Phillips: Yes, I've chosen these in a different or maybe the Americans might'nt know so well. This is kind of one that you guys have experienced and we're experiencing, as well, and these, at least for now, another bit of wind at investors' backs. That's that wage growth is really hard to come by in Australia, just as it is here. I've been really following the news, here, and wages growth is not happening in the U.S. It's also not happening in Australia.
That's kind of tough for a whole lot of reasons, and if we want to spin some off of [...] policies -- and all sorts of the fun stuff -- Alison, you'll hang around for that.
And I want for our listeners -- what I will say is if you are an investor, you've been way, way, way oversharing in the spoils of that. And so, there is and probably for a reasonable amount of time remains to be all of the economic growth in the country is going to the owners of capital. That means shares.
Again, we could argue the reasons why and what we should do about them. In the meantime, that's where the money is going and that's where the growth is accruing to. Again, another really strong reason to be owning shares.
Brokamp: It's really interesting. Obviously, politics, here, in the U.S. has gotten very contentious. Something like that. Then we think of so much of what's going on in America as a U.S. issue, but a lot of it is a global issue. The whole idea of productivity. Technology putting people out of jobs and keeping wage growth low. It's not just a U.S. issue.

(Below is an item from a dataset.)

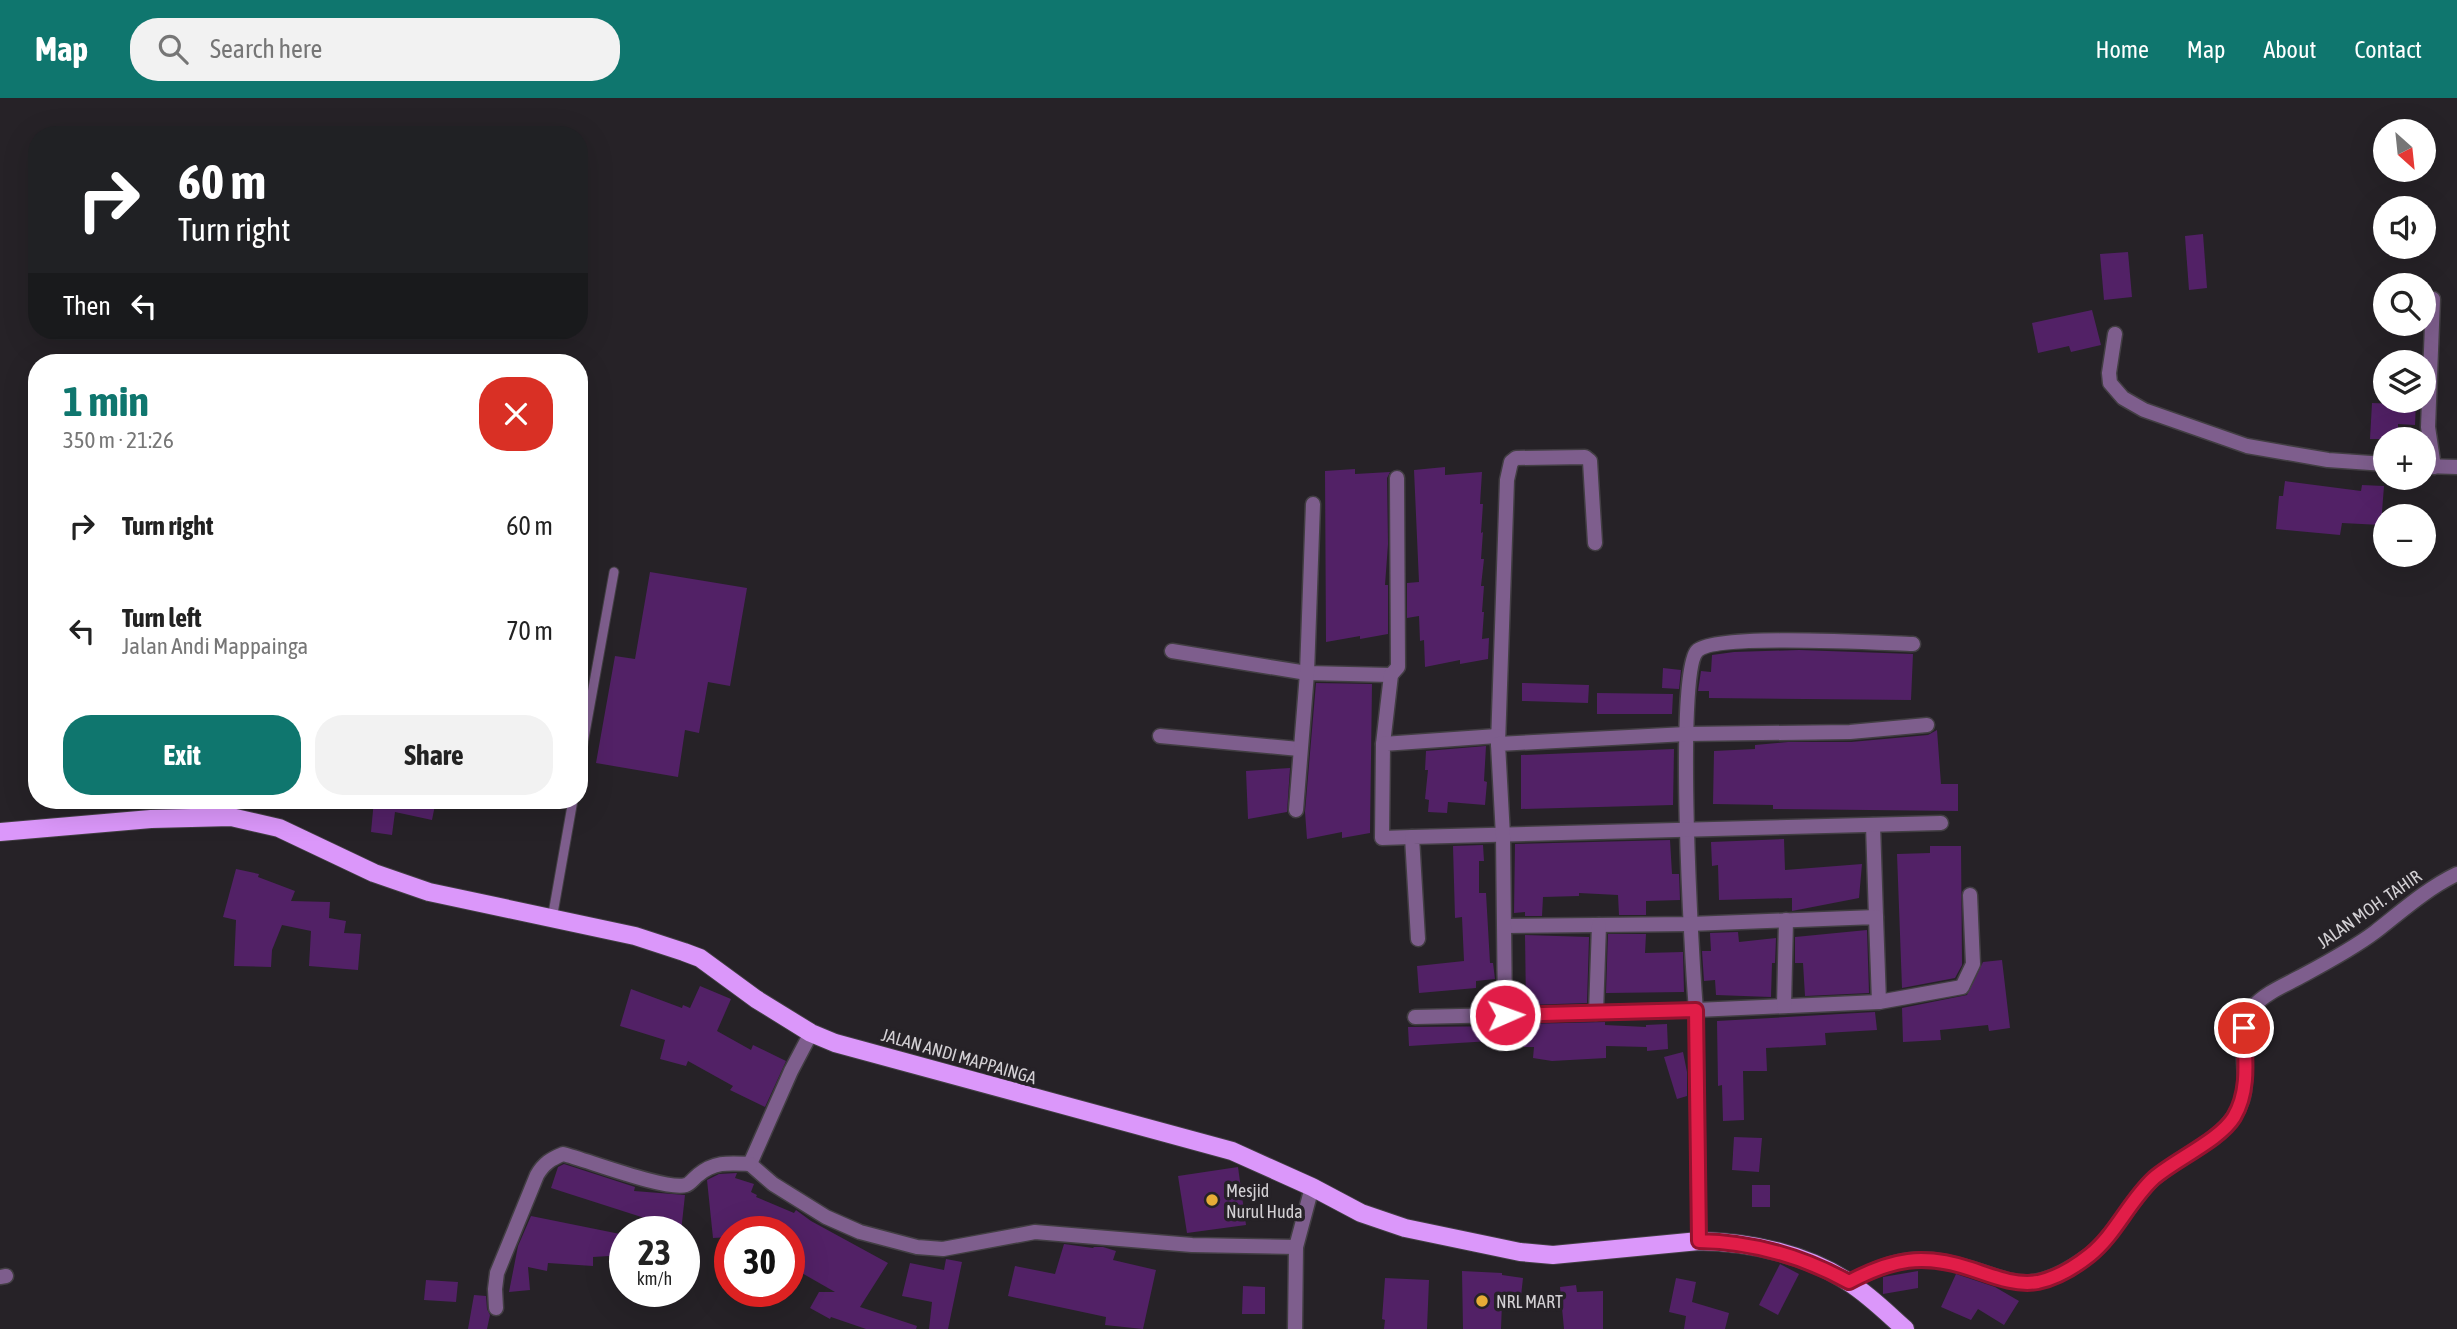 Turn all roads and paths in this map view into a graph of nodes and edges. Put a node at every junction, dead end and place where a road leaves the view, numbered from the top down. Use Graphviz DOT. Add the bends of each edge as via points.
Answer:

Phillips: No, that's right. And there's also, I think, to some degree, China for a very long time exported deflation. Things got cheaper because China made more of them and made them more cheaply, so you could buy a Chinese television cheaper than an American-made television or an Australian-made television. It keeps prices low, and as consumers we benefited from that for probably three decades.
And so, we never really give that credit because there's a really what I say is diffuse benefit. We all benefit a little bit from it, and that's great. There's some really concentrated costs, because people have lost jobs, particularly manufacturing and that sort of stuff. So, we feel that. We don't really feel the benefit.
I think to some degree we're seeing the move toward more wage parity around the world and without getting really wonky about this stuff, as that move happens, that's why it's harder for Australian and American workers to get wage rises, because a lot of the jobs, a lot of the goods are being sourced somewhere else where wages are lower and there's that wage arbitrage. We kind of fight it for a while, but as you say, technology its policy; I think it's just the reality of the globalized world simply saying, "Well, you can't justify..."
And again, I'm not saying it's right, but unless governments step in or do something about these things, the reality is that low-wage countries are going to get a higher share of the economic pie when it comes to some of that low value-add stuff, like manufacturing that can be done much cheaper overseas.